Rabbi Chaim Wolosow, co-director of the Chabad Center of Sharon, Mass., is getting ready for the crowds this High Holiday season. Anywhere from 200 to 300 people are expected to fill the seats in the Sharon synagogue over Rosh Hashanah, the Jewish New Year celebration, which begins on Sunday night, Oct. 2, and runs through Tuesday night, Oct. 4.

Around the world, Jews are getting ready for synagogue and family time, for prayer, the sounds of the shofar and a festive meal as they welcome the “Head of the Year.” They will also plan for Tashlich, when on the first afternoon of Rosh Hashanah—this year, on Monday, Oct. 3—it is customary to go to a body of water (an ocean, river, pond, etc.) and perform a ceremony in which people’s sins are ceremonially cast into the water.

In preparation for the upcoming month of Jewish holidays, co-director Sara Wolosow held a Moroccan cooking class that was attended by 50 women.

They made kosher dishes under the supervision of a chef and walked out with three salads apiece, in addition to Moroccan salmon, and an assortment of side dishes and desserts. The Wolosows themselves are hosting a Sunday-night communal meal for about 50 guests. In the meantime, they’ve been out delivering homemade honey cakes around the community. As for his message this year, the rabbi says: “We don’t celebrate just the first day of creation, but when man was created.”
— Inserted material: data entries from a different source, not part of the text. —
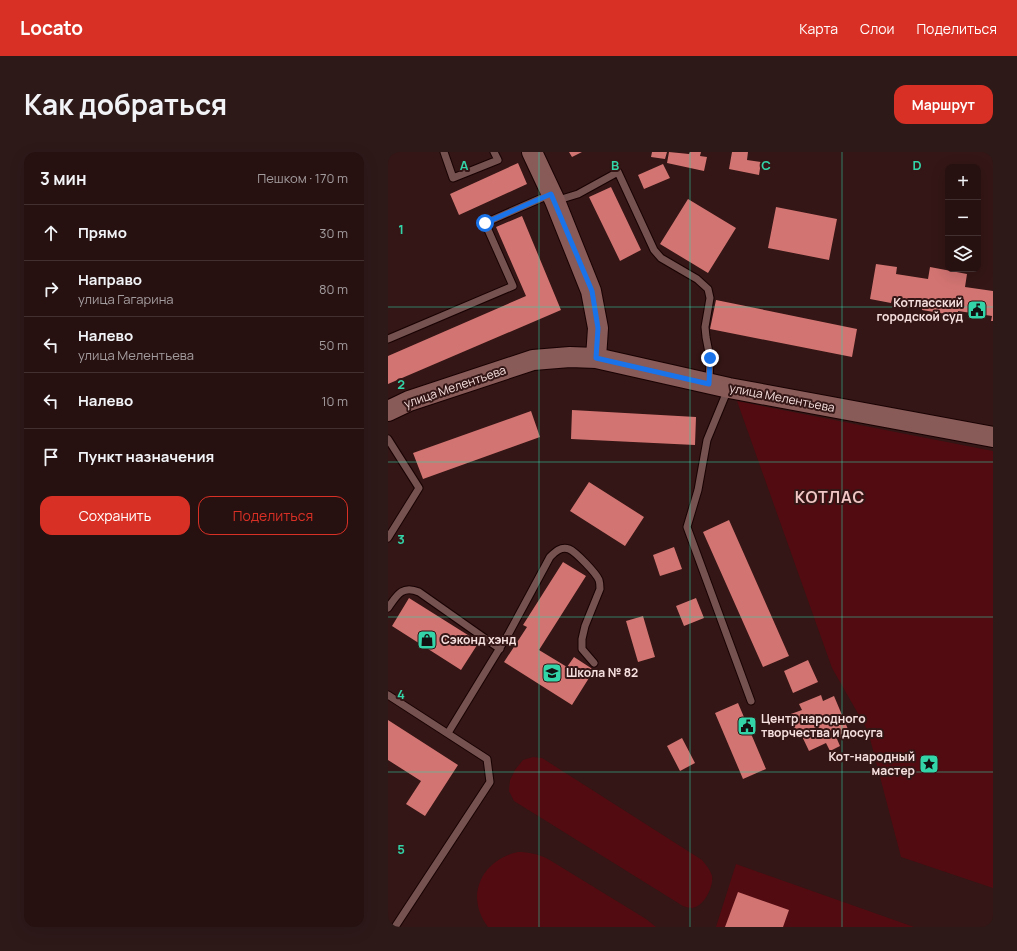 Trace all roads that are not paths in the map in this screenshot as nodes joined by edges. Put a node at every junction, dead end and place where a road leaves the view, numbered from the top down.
1 (444, 152) edge
2 (494, 152) edge
3 (532, 152) edge
4 (553, 197) junction
5 (388, 339) edge
6 (596, 358) junction
7 (709, 384) junction
8 (729, 388) junction
9 (388, 411) edge
10 (993, 437) edge
11 (388, 439) edge
12 (388, 538) edge
13 (388, 608) edge
14 (500, 649) junction
15 (594, 663) dead end
16 (388, 695) edge
17 (751, 701) dead end
18 (448, 733) junction
19 (395, 927) edge

1 - 2 lane
3 - 4 street
4 - 5 lane
4 - 6 street
4 - 7 lane
6 - 7 street, улица Мелентьева
6 - 9 street, улица Мелентьева
7 - 8 street, улица Мелентьева
8 - 10 street, улица Мелентьева
8 - 17 lane
11 - 12 lane
13 - 14 lane
14 - 15 lane
14 - 18 lane
16 - 18 lane
18 - 19 lane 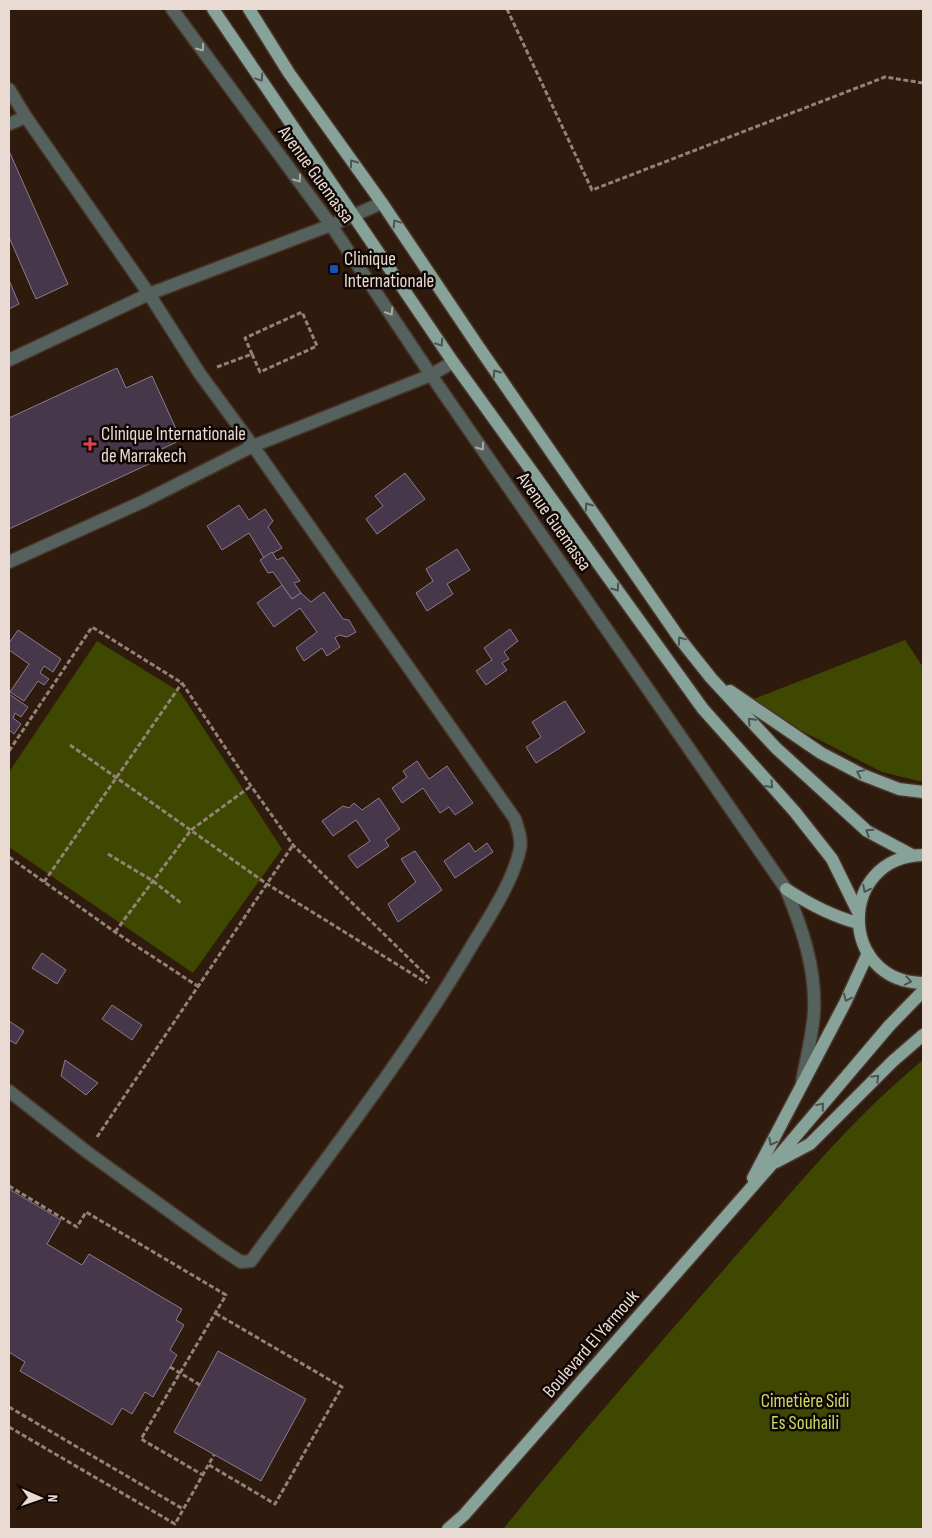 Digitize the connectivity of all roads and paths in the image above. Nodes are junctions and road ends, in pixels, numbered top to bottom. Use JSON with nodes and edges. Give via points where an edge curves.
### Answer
{"nodes":[{"id":1,"x":172,"y":9,"type":"edge"},
{"id":2,"x":213,"y":9,"type":"edge"},
{"id":3,"x":249,"y":9,"type":"edge"},
{"id":4,"x":507,"y":9,"type":"edge"},
{"id":5,"x":923,"y":84,"type":"edge"},
{"id":6,"x":9,"y":89,"type":"edge"},
{"id":7,"x":26,"y":117,"type":"junction"},
{"id":8,"x":9,"y":124,"type":"edge"},
{"id":9,"x":382,"y":203,"type":"junction"},
{"id":10,"x":352,"y":215,"type":"junction"},
{"id":11,"x":332,"y":225,"type":"junction"},
{"id":12,"x":149,"y":294,"type":"junction"},
{"id":13,"x":252,"y":354,"type":"junction"},
{"id":14,"x":9,"y":360,"type":"edge"},
{"id":15,"x":452,"y":362,"type":"junction"},
{"id":16,"x":200,"y":374,"type":"junction"},
{"id":17,"x":431,"y":376,"type":"junction"},
{"id":18,"x":252,"y":446,"type":"junction"},
{"id":19,"x":9,"y":562,"type":"edge"},
{"id":20,"x":711,"y":678,"type":"junction"},
{"id":21,"x":182,"y":683,"type":"junction"},
{"id":22,"x":70,"y":746,"type":"dead end"},
{"id":23,"x":9,"y":751,"type":"edge"},
{"id":24,"x":116,"y":778,"type":"junction"},
{"id":25,"x":251,"y":786,"type":"junction"},
{"id":26,"x":923,"y":792,"type":"edge"},
{"id":27,"x":191,"y":830,"type":"junction"},
{"id":28,"x":293,"y":844,"type":"junction"},
{"id":29,"x":108,"y":854,"type":"dead end"},
{"id":30,"x":918,"y":855,"type":"edge"},
{"id":31,"x":9,"y":857,"type":"edge"},
{"id":32,"x":153,"y":881,"type":"junction"},
{"id":33,"x":44,"y":882,"type":"junction"},
{"id":34,"x":266,"y":884,"type":"junction"},
{"id":35,"x":786,"y":889,"type":"junction"},
{"id":36,"x":181,"y":903,"type":"dead end"},
{"id":37,"x":858,"y":918,"type":"junction"},
{"id":38,"x":115,"y":932,"type":"junction"},
{"id":39,"x":868,"y":953,"type":"junction"},
{"id":40,"x":923,"y":983,"type":"edge"},
{"id":41,"x":199,"y":987,"type":"junction"},
{"id":42,"x":923,"y":991,"type":"edge"},
{"id":43,"x":444,"y":993,"type":"junction"},
{"id":44,"x":923,"y":1035,"type":"edge"},
{"id":45,"x":801,"y":1087,"type":"junction"},
{"id":46,"x":9,"y":1091,"type":"edge"},
{"id":47,"x":87,"y":1152,"type":"junction"},
{"id":48,"x":772,"y":1164,"type":"junction"},
{"id":49,"x":9,"y":1186,"type":"edge"},
{"id":50,"x":744,"y":1196,"type":"junction"},
{"id":51,"x":215,"y":1313,"type":"junction"},
{"id":52,"x":170,"y":1368,"type":"dead end"},
{"id":53,"x":180,"y":1373,"type":"junction"},
{"id":54,"x":200,"y":1385,"type":"dead end"},
{"id":55,"x":9,"y":1407,"type":"edge"},
{"id":56,"x":9,"y":1428,"type":"edge"},
{"id":57,"x":214,"y":1455,"type":"dead end"},
{"id":58,"x":209,"y":1465,"type":"junction"},
{"id":59,"x":203,"y":1475,"type":"junction"},
{"id":60,"x":183,"y":1509,"type":"junction"},
{"id":61,"x":464,"y":1515,"type":"junction"},
{"id":62,"x":448,"y":1529,"type":"edge"},
{"id":63,"x":455,"y":1529,"type":"edge"}],
"edges":[{"from":1,"to":11,"type":"street","name":"Avenue Guemassa","one_way":true},
{"from":2,"to":10,"type":"main road","name":"Avenue Guemassa","one_way":true},
{"from":9,"to":3,"type":"main road","name":"Avenue Guemassa","one_way":true,"via":[[289,73]]},
{"from":4,"to":5,"type":"path","via":[[592,190],[885,77]]},
{"from":6,"to":7,"type":"street"},
{"from":7,"to":8,"type":"street"},
{"from":7,"to":12,"type":"street"},
{"from":9,"to":10,"type":"street"},
{"from":20,"to":9,"type":"main road","name":"Avenue Guemassa","one_way":true,"via":[[657,607]]},
{"from":10,"to":11,"type":"street"},
{"from":10,"to":15,"type":"main road","name":"Avenue Guemassa","one_way":true},
{"from":11,"to":12,"type":"street"},
{"from":11,"to":17,"type":"street","name":"Avenue Guemassa","one_way":true},
{"from":12,"to":14,"type":"street"},
{"from":12,"to":16,"type":"street"},
{"from":13,"to":13,"type":"path","via":[[260,372],[317,346],[302,312],[245,338]]},
{"from":13,"to":16,"type":"path"},
{"from":15,"to":17,"type":"street"},
{"from":15,"to":37,"type":"main road","name":"Avenue Guemassa","one_way":true,"via":[[703,709],[795,812],[832,859]]},
{"from":16,"to":18,"type":"street"},
{"from":17,"to":18,"type":"street"},
{"from":17,"to":35,"type":"street","name":"Avenue Guemassa","one_way":true},
{"from":18,"to":19,"type":"street","via":[[142,502]]},
{"from":18,"to":43,"type":"street","via":[[515,819],[520,848],[502,896]]},
{"from":26,"to":20,"type":"main road","one_way":true,"via":[[899,789],[821,753]]},
{"from":30,"to":20,"type":"main road","name":"Avenue Guemassa","one_way":true,"via":[[866,831],[776,748]]},
{"from":21,"to":23,"type":"path","via":[[92,627]]},
{"from":21,"to":24,"type":"path"},
{"from":21,"to":25,"type":"path"},
{"from":22,"to":24,"type":"path"},
{"from":24,"to":27,"type":"path"},
{"from":24,"to":33,"type":"path"},
{"from":25,"to":27,"type":"path"},
{"from":25,"to":28,"type":"path"},
{"from":27,"to":32,"type":"path"},
{"from":27,"to":34,"type":"path"},
{"from":28,"to":34,"type":"path"},
{"from":28,"to":43,"type":"path"},
{"from":29,"to":32,"type":"path"},
{"from":30,"to":37,"type":"main road","one_way":true,"via":[[900,858],[879,870],[865,889]]},
{"from":31,"to":33,"type":"path"},
{"from":32,"to":36,"type":"path"},
{"from":32,"to":38,"type":"path"},
{"from":33,"to":38,"type":"path"},
{"from":34,"to":41,"type":"path"},
{"from":34,"to":43,"type":"path"},
{"from":35,"to":37,"type":"main road","via":[[823,911]]},
{"from":35,"to":45,"type":"street","name":"Avenue Guemassa","via":[[808,948],[814,995],[814,1013]]},
{"from":37,"to":39,"type":"main road","name":"Avenue Guemassa","via":[[859,934]]},
{"from":38,"to":41,"type":"path"},
{"from":39,"to":40,"type":"main road","one_way":true,"via":[[891,975]]},
{"from":39,"to":45,"type":"main road","name":"Boulevard El Yarmouk","one_way":true},
{"from":41,"to":47,"type":"path"},
{"from":48,"to":42,"type":"main road","name":"Boulevard El Yarmouk","one_way":true,"via":[[889,1026]]},
{"from":43,"to":47,"type":"street","via":[[374,1094],[250,1260],[241,1262]]},
{"from":48,"to":44,"type":"main road","one_way":true,"via":[[810,1144]]},
{"from":45,"to":50,"type":"main road","name":"Boulevard El Yarmouk","one_way":true},
{"from":46,"to":47,"type":"street"},
{"from":48,"to":50,"type":"main road","name":"Boulevard El Yarmouk"},
{"from":49,"to":51,"type":"path","via":[[77,1227],[86,1212],[226,1295]]},
{"from":50,"to":61,"type":"main road","name":"Boulevard El Yarmouk"},
{"from":51,"to":53,"type":"path"},
{"from":51,"to":58,"type":"path","via":[[342,1387],[275,1504]]},
{"from":52,"to":53,"type":"path"},
{"from":53,"to":54,"type":"path"},
{"from":53,"to":59,"type":"path","via":[[141,1439]]},
{"from":55,"to":60,"type":"path"},
{"from":56,"to":60,"type":"path","via":[[174,1524]]},
{"from":57,"to":58,"type":"path"},
{"from":58,"to":59,"type":"path"},
{"from":59,"to":60,"type":"path"},
{"from":61,"to":62,"type":"main road","name":"Boulevard El Yarmouk"},
{"from":61,"to":63,"type":"main road","name":"Boulevard El Yarmouk"}]}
Rosh Hashanah is the birthday of the universe—the day G‑d created Adam and Eve—and is celebrated as the head of the Jewish year. Individual actions on Rosh Hashanah have a tremendous impact on the rest of the year.

It’s telling, he explains, and points to a person’s ability to make a positive difference in the world. “This is what we try to encourage every day—that [people] should give off a positive and a good spirit to those around them to help them face whatever they have to deal with. Smile to your neighbor and help make their day a little better.”

Preparations for the holiday are also festive. Here, a fruit-stand owner in the Machane Yehuda outdoor market in Jerusalem sells pomegranates, which are customarily eaten during the evening meal. (Photo: Nati Shohat/Flash90)
Preparations for the holiday are also festive. Here, a fruit-stand owner in the Machane Yehuda outdoor market in Jerusalem sells pomegranates, which are customarily eaten during the evening meal. (Photo: Nati Shohat/Flash90)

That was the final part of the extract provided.